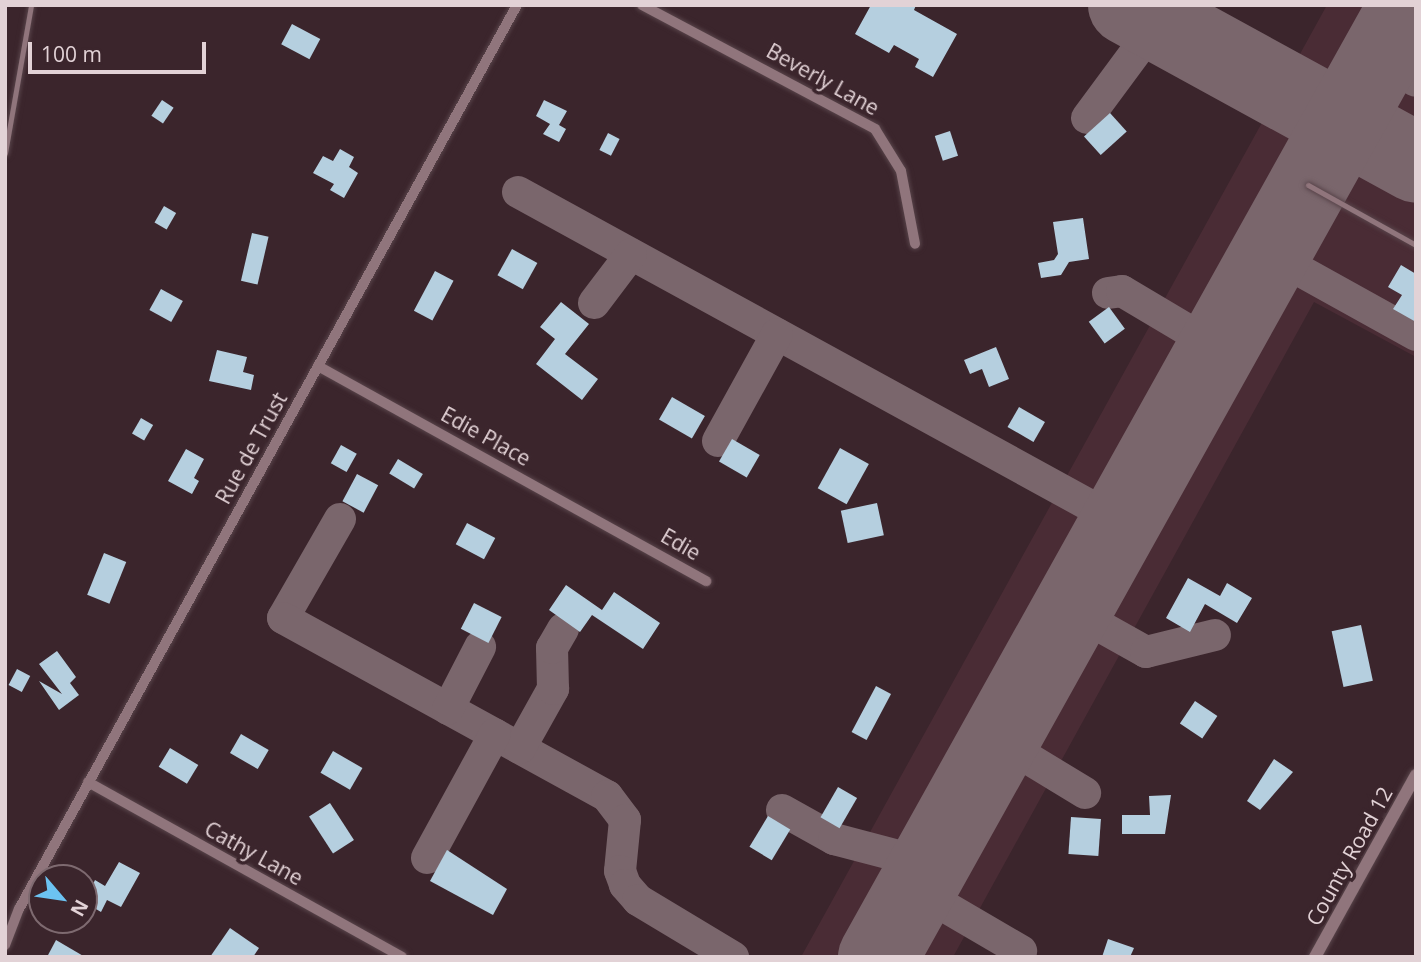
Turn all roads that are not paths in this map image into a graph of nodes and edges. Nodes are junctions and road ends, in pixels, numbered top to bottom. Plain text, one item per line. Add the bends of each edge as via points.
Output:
1 (31, 5) edge
2 (517, 5) edge
3 (642, 5) edge
4 (5, 153) edge
5 (1308, 185) dead end
6 (915, 244) dead end
7 (1416, 245) edge
8 (318, 366) junction
9 (636, 541) joint
10 (706, 581) dead end
11 (1416, 775) edge
12 (88, 782) junction
13 (19, 909) junction
14 (5, 925) edge
15 (5, 945) edge
16 (402, 957) edge
17 (1315, 957) edge

1 - 4 lane
2 - 8 street, Rue de Trust
3 - 6 street, Beverly Lane via 875,129 901,171
5 - 7 lane
8 - 9 street, Edie Place
8 - 12 street, Rue de Trust
9 - 10 street, Edie
11 - 17 street, County Road 12
12 - 13 street, Rue de Trust
12 - 16 street, Cathy Lane
13 - 14 street, Rue de Trust
13 - 15 street, Rue de Trust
■ ■ ■
TASK GOAL:
Copy every entry word for word, but omit the pictures.

WRITTEN ANSWER:
Turn all roads that are not paths in this map image into a graph of nodes and edges. Nodes are junctions and road ends, in pixels, numbered top to bottom. Plain text, one item per line. Add the bends of each edge as via points.
Output:
1 (31, 5) edge
2 (517, 5) edge
3 (642, 5) edge
4 (5, 153) edge
5 (1308, 185) dead end
6 (915, 244) dead end
7 (1416, 245) edge
8 (318, 366) junction
9 (636, 541) joint
10 (706, 581) dead end
11 (1416, 775) edge
12 (88, 782) junction
13 (19, 909) junction
14 (5, 925) edge
15 (5, 945) edge
16 (402, 957) edge
17 (1315, 957) edge

1 - 4 lane
2 - 8 street, Rue de Trust
3 - 6 street, Beverly Lane via 875,129 901,171
5 - 7 lane
8 - 9 street, Edie Place
8 - 12 street, Rue de Trust
9 - 10 street, Edie
11 - 17 street, County Road 12
12 - 13 street, Rue de Trust
12 - 16 street, Cathy Lane
13 - 14 street, Rue de Trust
13 - 15 street, Rue de Trust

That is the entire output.